It is desirable to minimize loss of tomato tissue, that is tissue from the body of a tomato, when separating the skins from the tomatoes. A common device for heat treating tomatoes to separate their skins is a steam peeler, which is a pressurized chamber of hot, saturated steam through which tomatoes are conveyed for a relatively short period of time to heat their skins, which causes the skin material to break away from the tomato body. After the steam peeler, the tomatoes move through scrubbers, which physically remove the skins. The assignee of the application herein, FMC Corporation of Madera, Calif., USA, manufactures a steam peeler apparatus, Model SP-20, which is a complete tomato peeler system in which the present invention is designed for use. FMC's brochure "SP-20 STEAM PEELER SYSTEM" describes the peeling process in more detail and is incorporated herein by reference.
It is known that subjecting tomatoes to a two-stage heating process reduces loss of tomato tissue during peeling due to a reduction in breakdown of skin cell structure.
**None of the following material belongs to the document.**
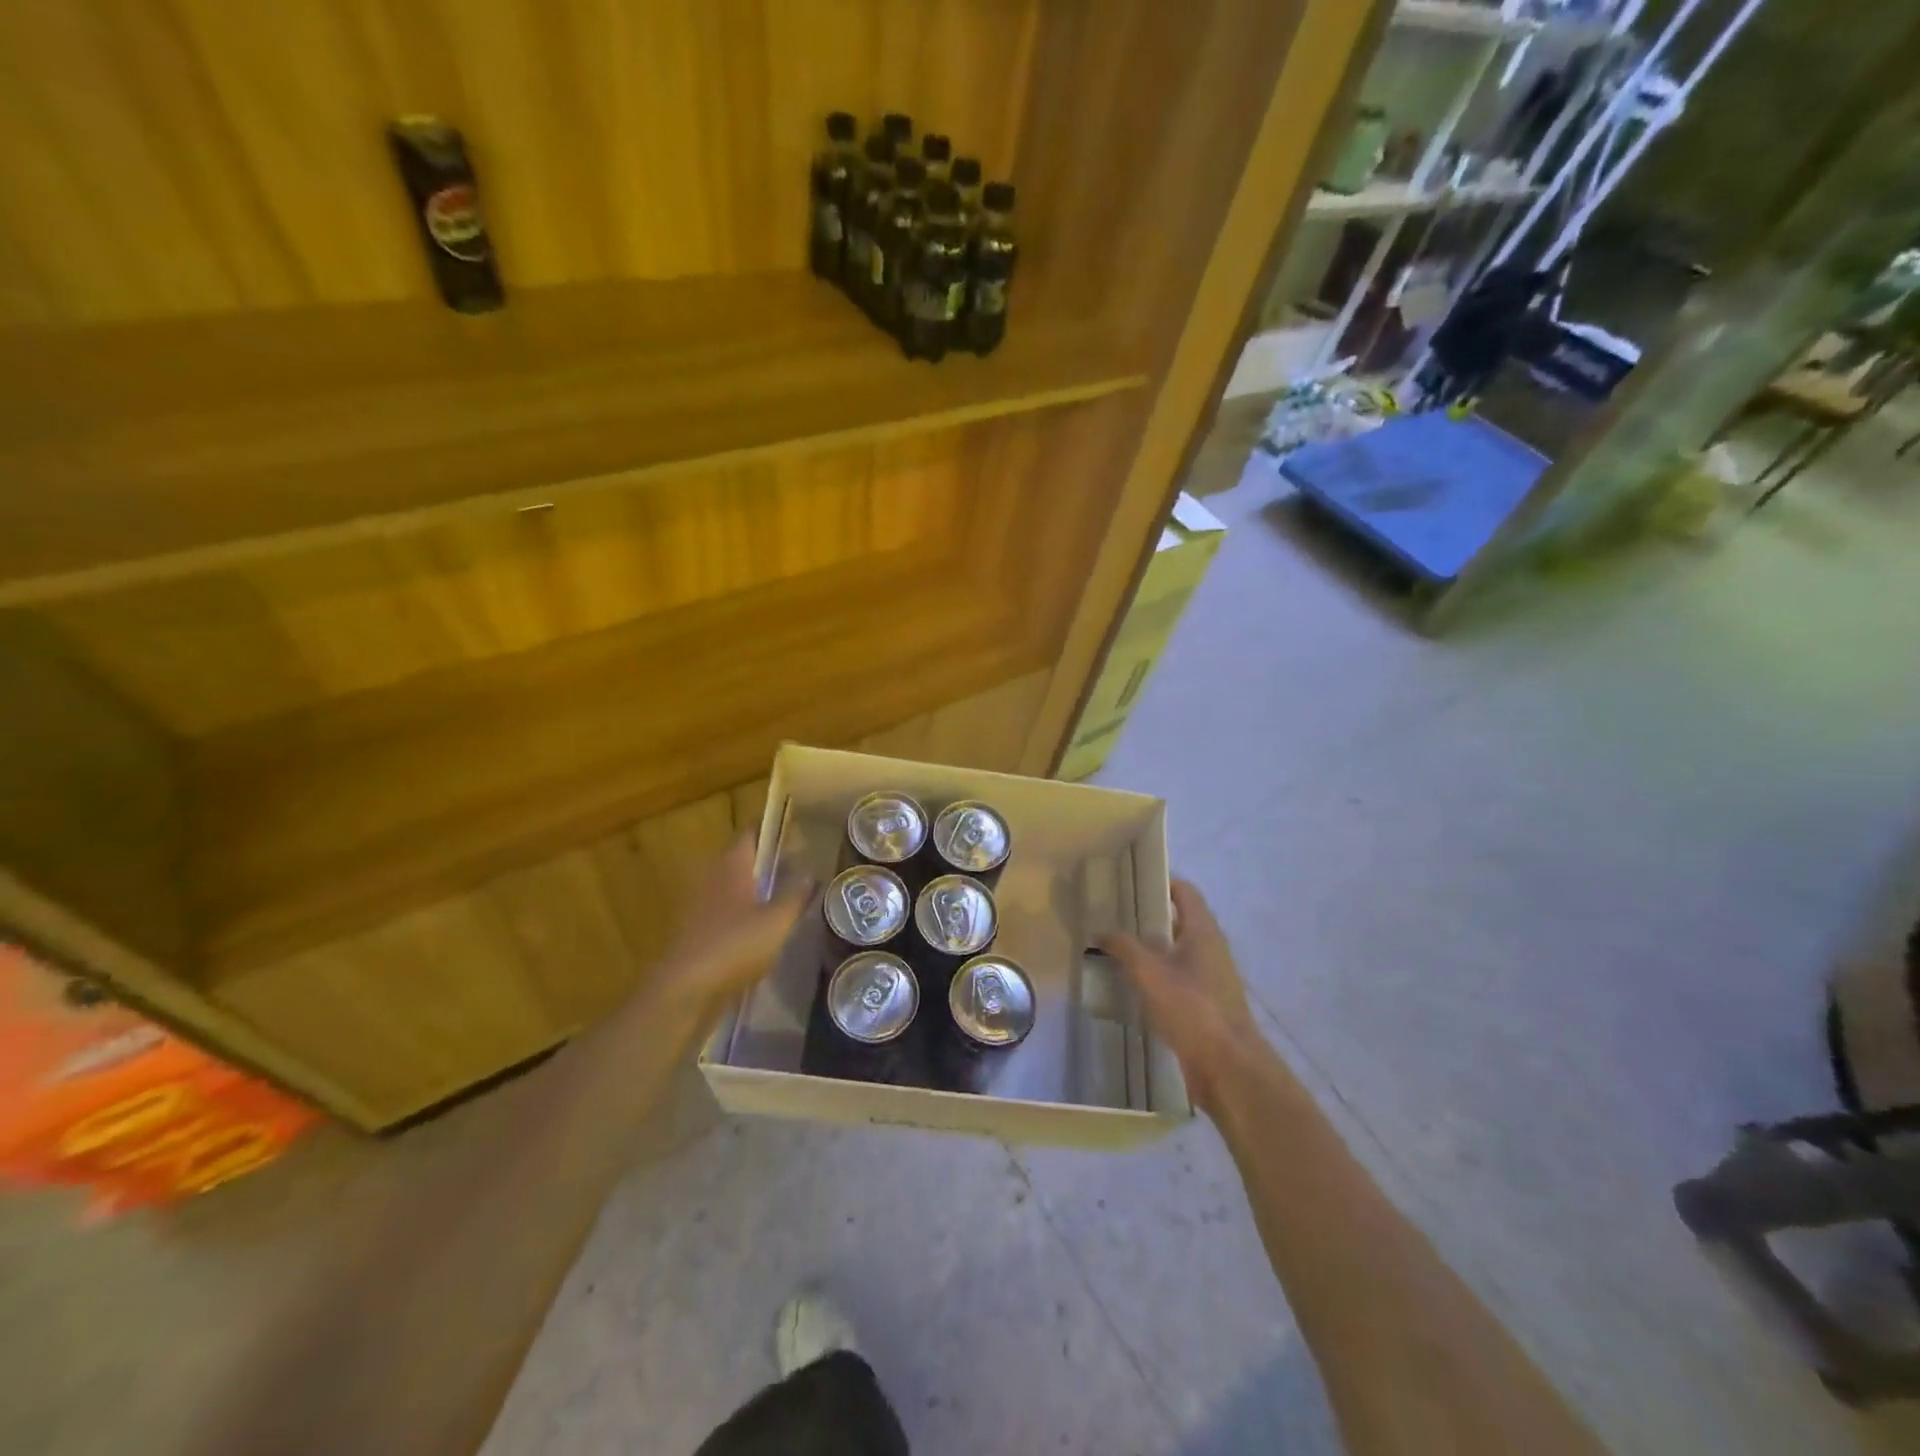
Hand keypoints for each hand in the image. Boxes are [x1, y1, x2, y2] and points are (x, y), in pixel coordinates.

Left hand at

Two-stage heating has a minimum effect on inner mesocarp cells of tomatoes, and results in localized breakdown of the first couple layers of skin cells. An article "Microstructure of Steam Peeling", Journal of Food Science, Vol. 53, No. 3, 1988, discusses in more detail the science and advantages of two-stage heating. This article is also incorporated herein by reference.
U.S. Pat. No. 5,862,812 of Dahl et al., entitled "Fruit Steam Peeler," discloses a fruit peeler system that includes a conveyor belt elevator that delivers tomatoes to a pressure steam auger wherein high pressure steam separates the skins from the tomatoes. Tomatoes then pass into a flexible cable peeler and then to a pinch roller assembly, to remove the skins from the tomatoes. The '812 patent is also incorporated herein by reference.
The capacity of a continuous, auger-type pressure steam peeler is limited by the number of tomatoes that can be exposed to steam. This is due to the decreasing percentage of surface area effectively exposed as the depth of fruit increases with increased throughput. For a given geometry and residency time, the depth of product is a function of the RPM and volume of fruit fed into the auger. Increasing throughput while keeping the fill level at its optimum level requires that the residency time be shortened. This reduces the amount of time available to heat the product and as a result, processing rates for industry standard auger-type steam peelers has been limited to throughput of approximately 20 tons/hr.
An object of the present invention is to increase capacity of auger-type steam peelers beyond present capabilities while still maintaining minimum tomato tissue loss.